Aim of the exercise:
Read the data, and whenever a line holds the word "graph", report that line.

....

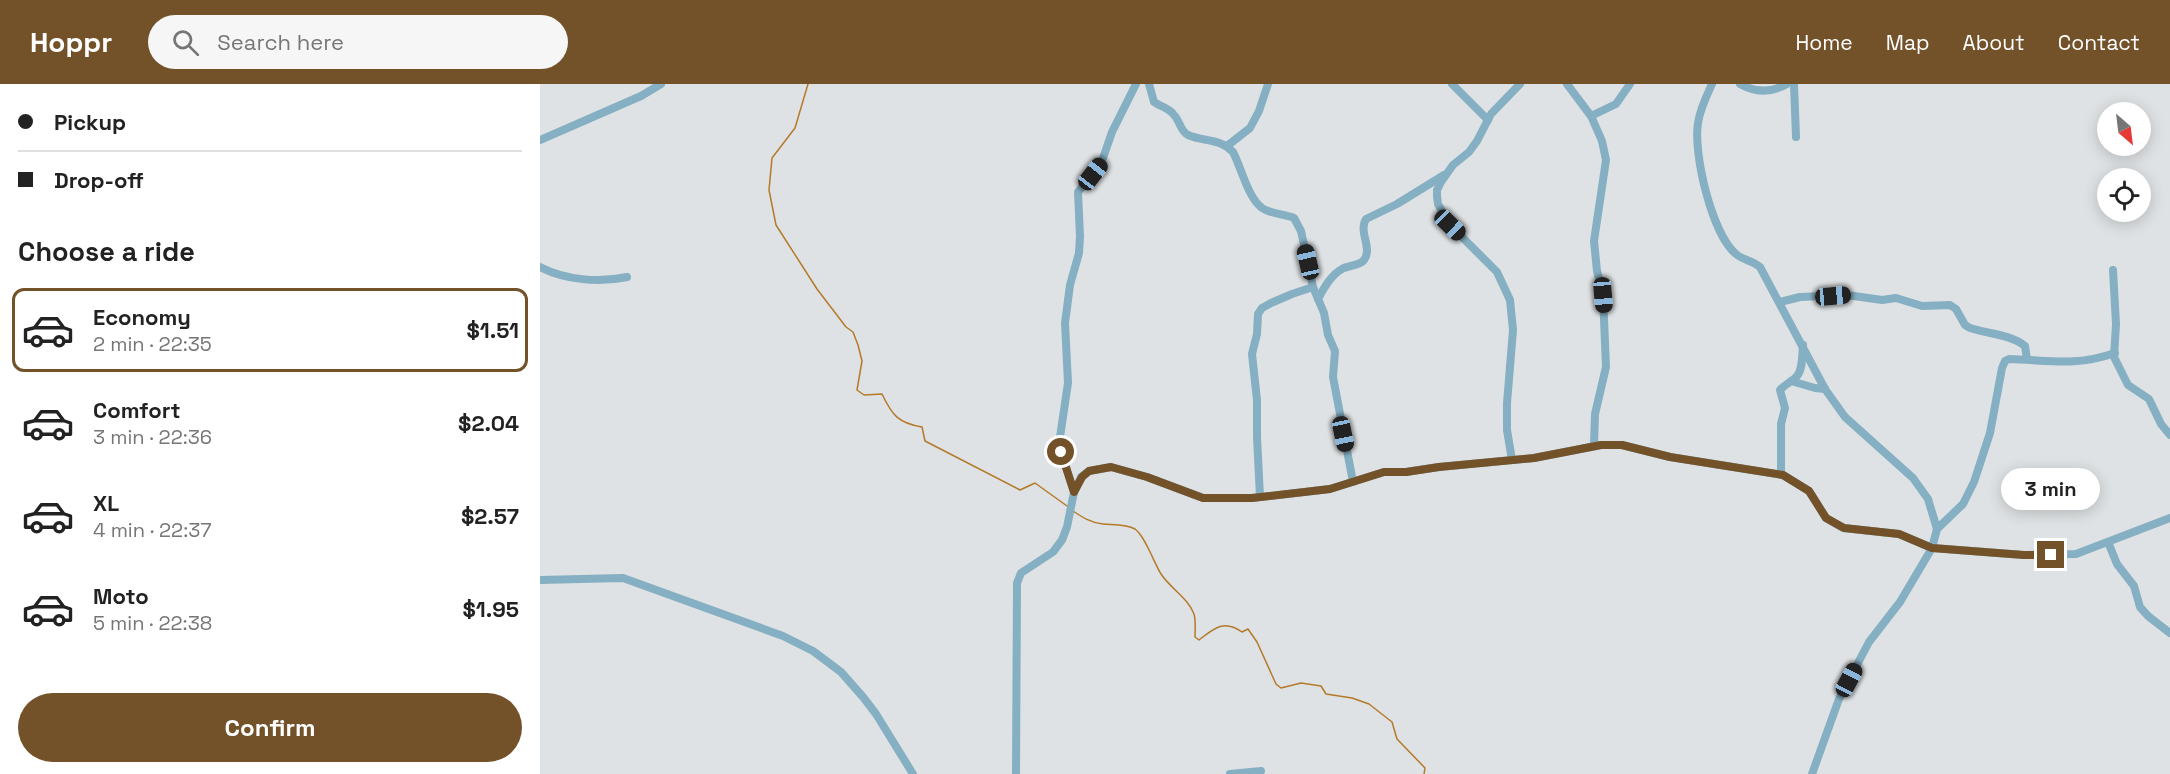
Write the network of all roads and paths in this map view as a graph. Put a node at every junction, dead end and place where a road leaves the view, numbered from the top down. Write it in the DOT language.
graph roads {
  1 [pos="661,84"];
  2 [pos="1136,84"];
  3 [pos="1149,84"];
  4 [pos="1268,84"];
  5 [pos="1452,84"];
  6 [pos="1520,84"];
  7 [pos="1567,84"];
  8 [pos="1630,84"];
  9 [pos="1712,84"];
  10 [pos="1740,84"];
  11 [pos="1787,84"];
  12 [pos="1794,84"];
  13 [pos="1591,116"];
  14 [pos="1488,120"];
  15 [pos="1796,137"];
  16 [pos="540,140"];
  17 [pos="1227,146"];
  18 [pos="1448,173"];
  19 [pos="540,267"];
  20 [pos="2113,270"];
  21 [pos="627,278"];
  22 [pos="1313,287"];
  23 [pos="1318,298"];
  24 [pos="1780,302"];
  25 [pos="1803,345"];
  26 [pos="2115,352"];
  27 [pos="2027,359"];
  28 [pos="1791,381"];
  29 [pos="1825,389"];
  30 [pos="2170,435"];
  31 [pos="1594,446"];
  32 [pos="1512,460"];
  33 [pos="1781,475"];
  34 [pos="1353,482"];
  35 [pos="1074,492"];
  36 [pos="1260,497"];
  37 [pos="2170,518"];
  38 [pos="1937,529"];
  39 [pos="2108,542"];
  40 [pos="1932,548"];
  41 [pos="540,580"];
  42 [pos="2170,633"];
  43 [pos="1261,771"];
  44 [pos="913,774"];
  45 [pos="1016,774"];
  46 [pos="1230,774"];
  47 [pos="1812,774"];
  1 -- 16 [label="street"];
  2 -- 35 [label="street"];
  3 -- 17 [label="street"];
  4 -- 17 [label="street"];
  5 -- 14 [label="street"];
  6 -- 14 [label="street"];
  7 -- 13 [label="street"];
  8 -- 13 [label="street"];
  9 -- 24 [label="street"];
  10 -- 11 [label="street"];
  12 -- 15 [label="street"];
  13 -- 31 [label="street"];
  14 -- 18 [label="street"];
  17 -- 22 [label="street"];
  18 -- 23 [label="street"];
  18 -- 32 [label="street"];
  19 -- 21 [label="street"];
  20 -- 26 [label="street"];
  22 -- 23 [label="street"];
  22 -- 36 [label="street"];
  23 -- 34 [label="street"];
  24 -- 25 [label="street"];
  24 -- 27 [label="street"];
  25 -- 28 [label="street"];
  25 -- 29 [label="street"];
  26 -- 27 [label="street"];
  26 -- 30 [label="street"];
  27 -- 38 [label="street"];
  28 -- 29 [label="street"];
  28 -- 33 [label="street"];
  29 -- 38 [label="street"];
  31 -- 32 [label="street"];
  31 -- 33 [label="street"];
  32 -- 34 [label="street"];
  33 -- 40 [label="street"];
  34 -- 36 [label="street"];
  35 -- 36 [label="street"];
  35 -- 45 [label="street"];
  37 -- 39 [label="street"];
  38 -- 40 [label="street"];
  39 -- 40 [label="street"];
  39 -- 42 [label="street"];
  40 -- 47 [label="street"];
  41 -- 44 [label="street"];
  43 -- 46 [label="street"];
}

....

Answer section:
Write the network of all roads and paths in this map view as a graph. Put a node at every junction, dead end and place where a road leaves the view, numbered from the top down. Write it in the DOT language.
graph roads {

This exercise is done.